Darn those calculators, which I refer to as devil boxes!
There are subtleties to be learned by doing things the old fashioned way--any master craftsman will agree with this statement. Note that I didn't say that we should ignore technological innovations; I'm no Luddite. I said there are subtleties to be learned.
This web site lists a few algorithms but the site itself is pretty dry. This site is much better. My favorite, though, is a mnemonic device in the form of a poem, found here:
From "The Poetical Geography" by George Van Waters, 1857
Square rootDivide into periods of two figures each,
The number you know, as the pedagogues teach,
- In the left hand period find the greatest square,
Which from it subtract, and to what remains there
Bring the next period down for a Dividend (fair):
Place the root of the square at the right hand of all,
And two times the root a Divisor we call.
Then try the Divisor, see how many times
The Dividend holds it (by prose or by rhymes).

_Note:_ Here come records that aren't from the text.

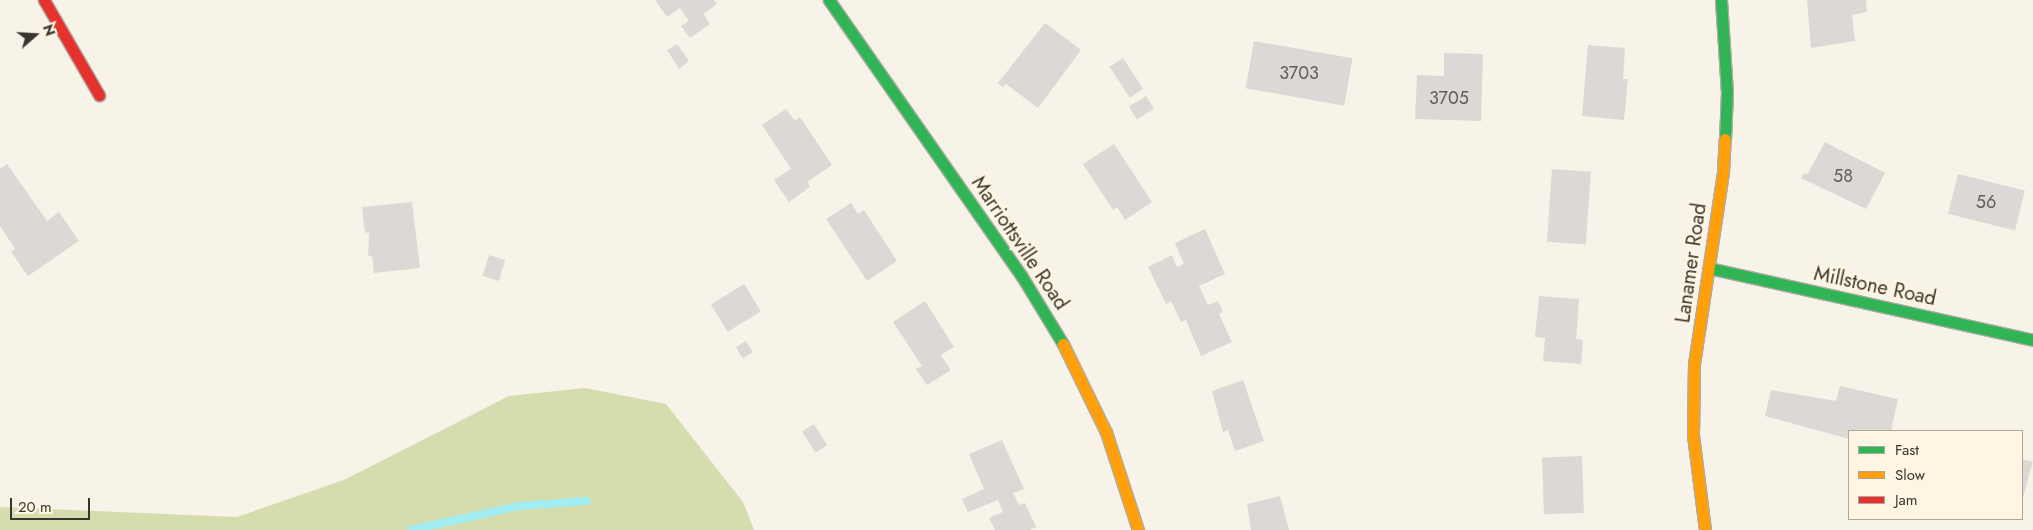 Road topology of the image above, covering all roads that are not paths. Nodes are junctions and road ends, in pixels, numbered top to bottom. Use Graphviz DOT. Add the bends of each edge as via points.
graph roads {
  1 [pos="44,0"];
  2 [pos="829,0"];
  3 [pos="1721,0"];
  4 [pos="99,95"];
  5 [pos="1710,268"];
  6 [pos="2033,340"];
  7 [pos="1138,530"];
  8 [pos="1705,530"];
  1 -- 4 [label="street"];
  2 -- 7 [label="street, Marriottsville Road" via="1021,275 1056,331 1106,432"];
  3 -- 5 [label="street, Lanamer Road" via="1727,92 1723,172"];
  5 -- 6 [label="street, Millstone Road"];
  5 -- 8 [label="street, Lanamer Road" via="1694,382 1693,435"];
} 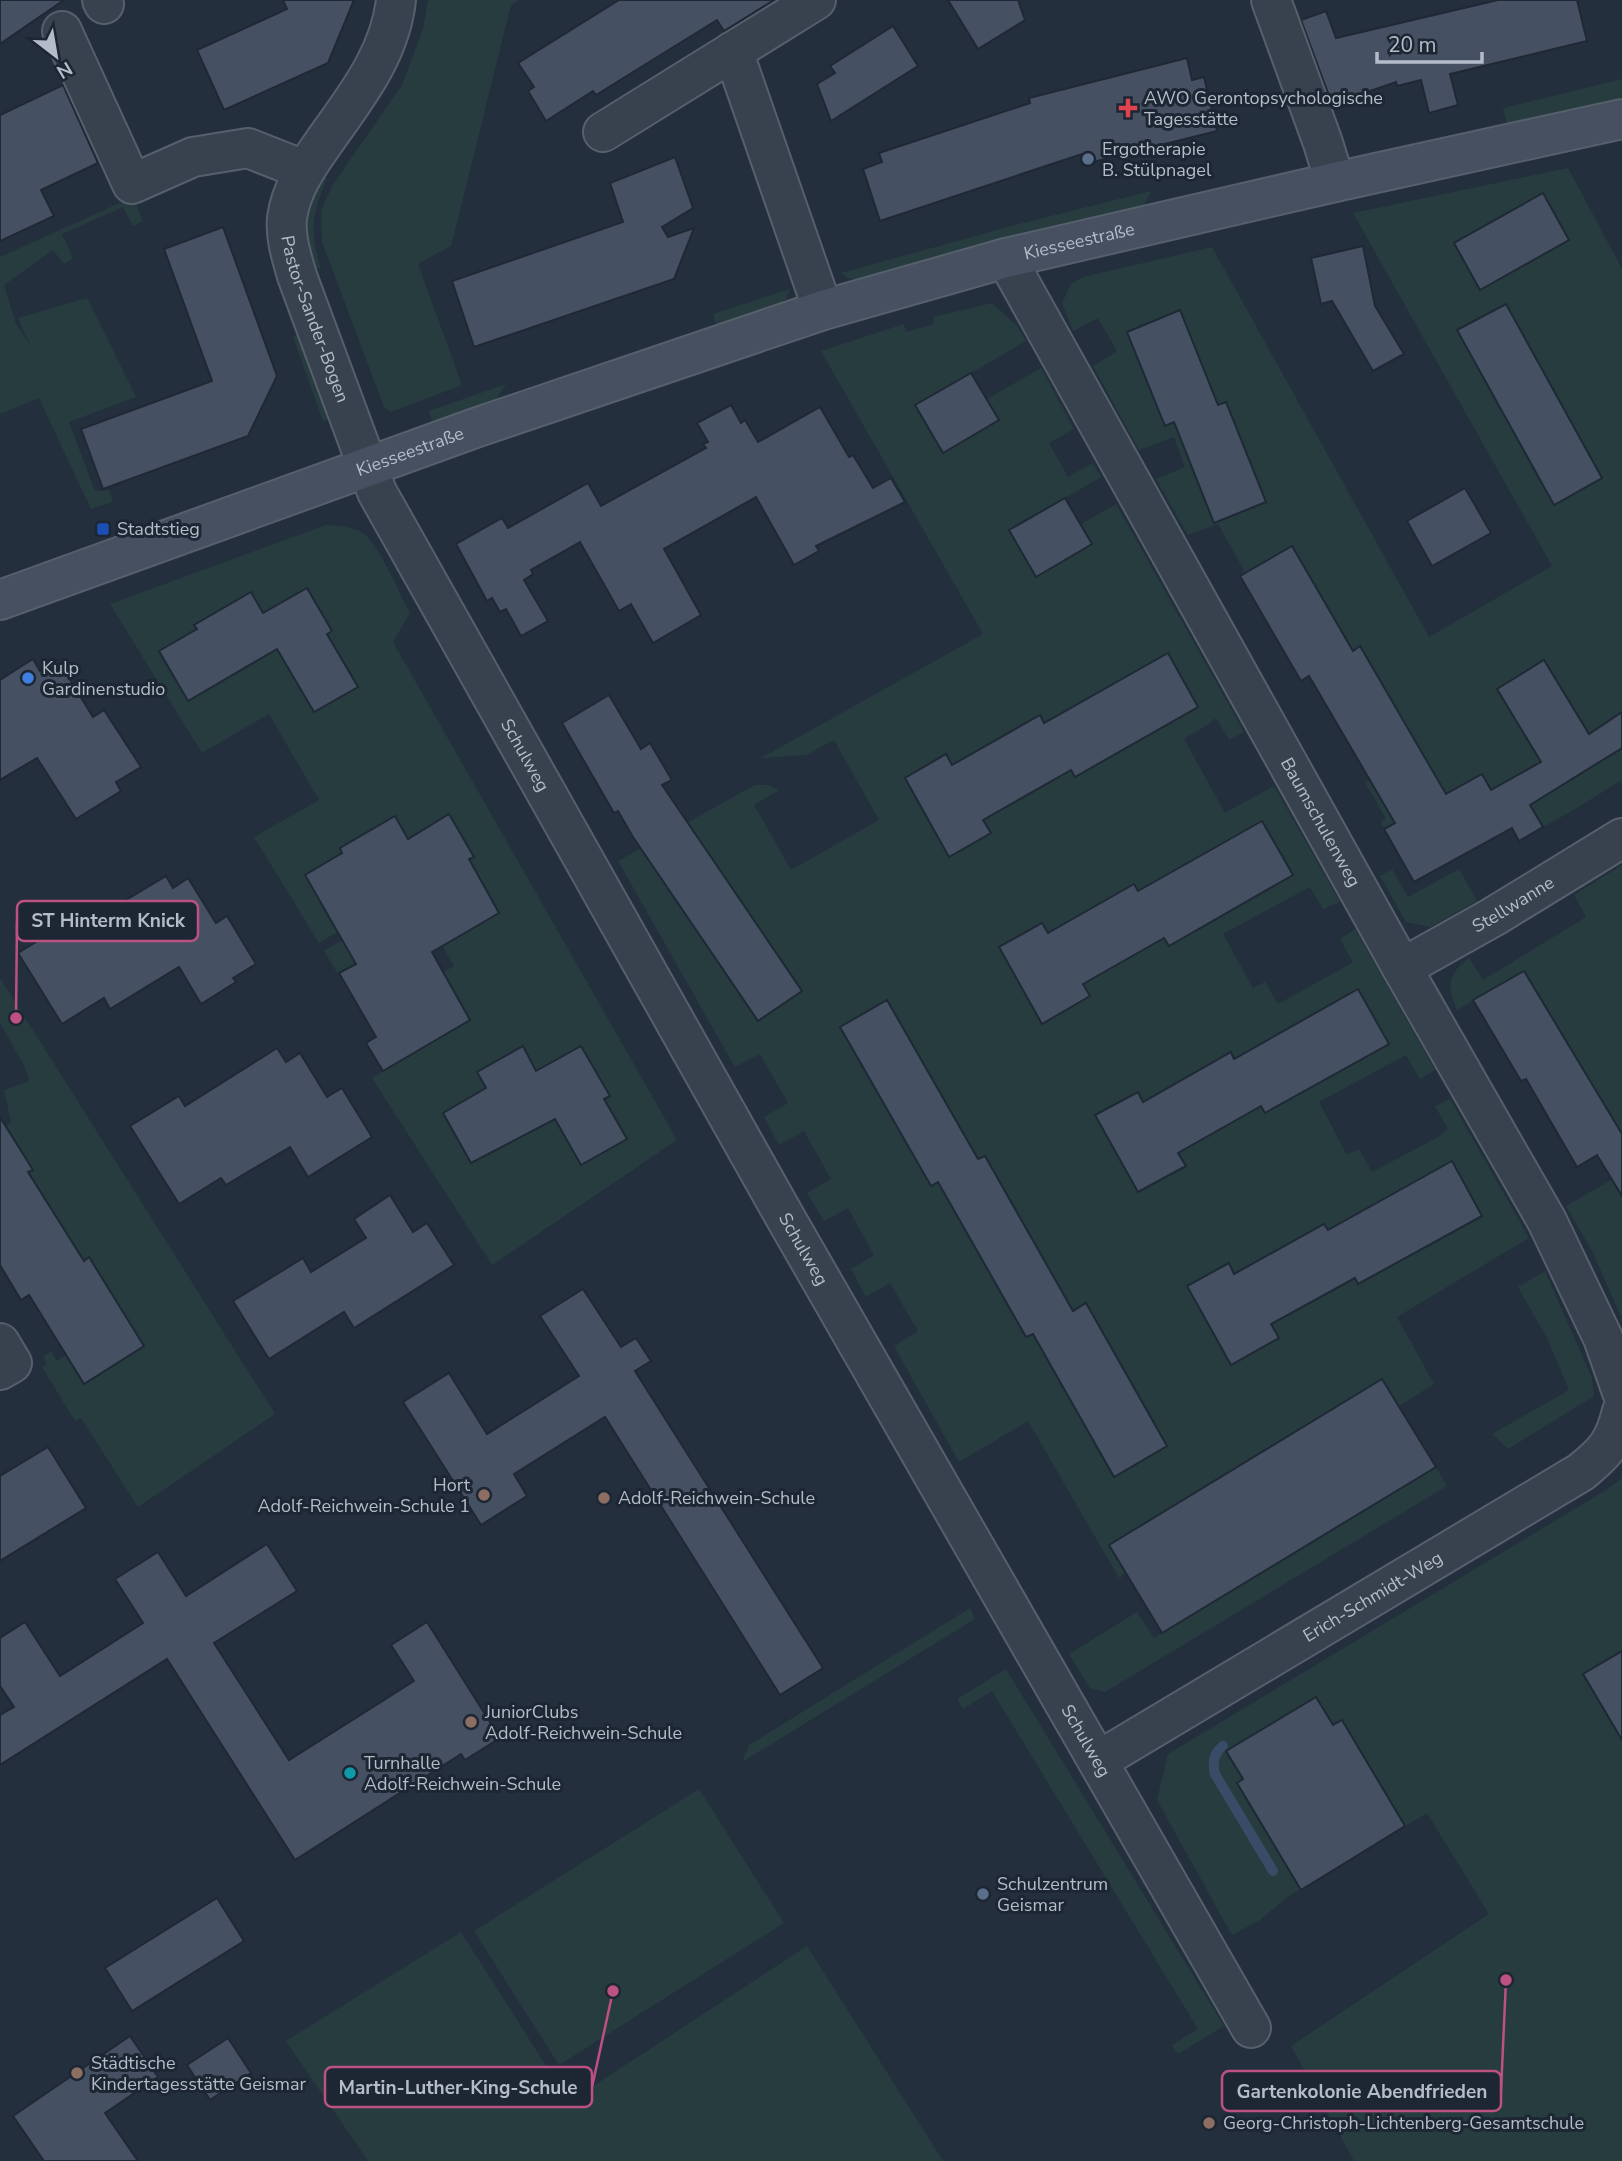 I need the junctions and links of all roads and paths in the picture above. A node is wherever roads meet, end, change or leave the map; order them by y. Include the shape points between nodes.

Of its right hand figure exclusive, you know,
And write in the root the number't will go,
Then to the Divisor the same figure tie,
And by the same figure the whole multiply;
The product then take from the Dividend (penned),
And of that which remains, make a new dividend;
By bringing the period that's next, along side,-
And for a Divisor that's new and untried,
Just double the figures that stand in the root,
And work as before, till the answer is got.
Isn't that wild? Multidisciplinary education--poetry and math :-)
I have that book! It was passed down to me from schoolmarm ancestresses. Email me at LAvocado@sbcglobal.net if you want to discuss it.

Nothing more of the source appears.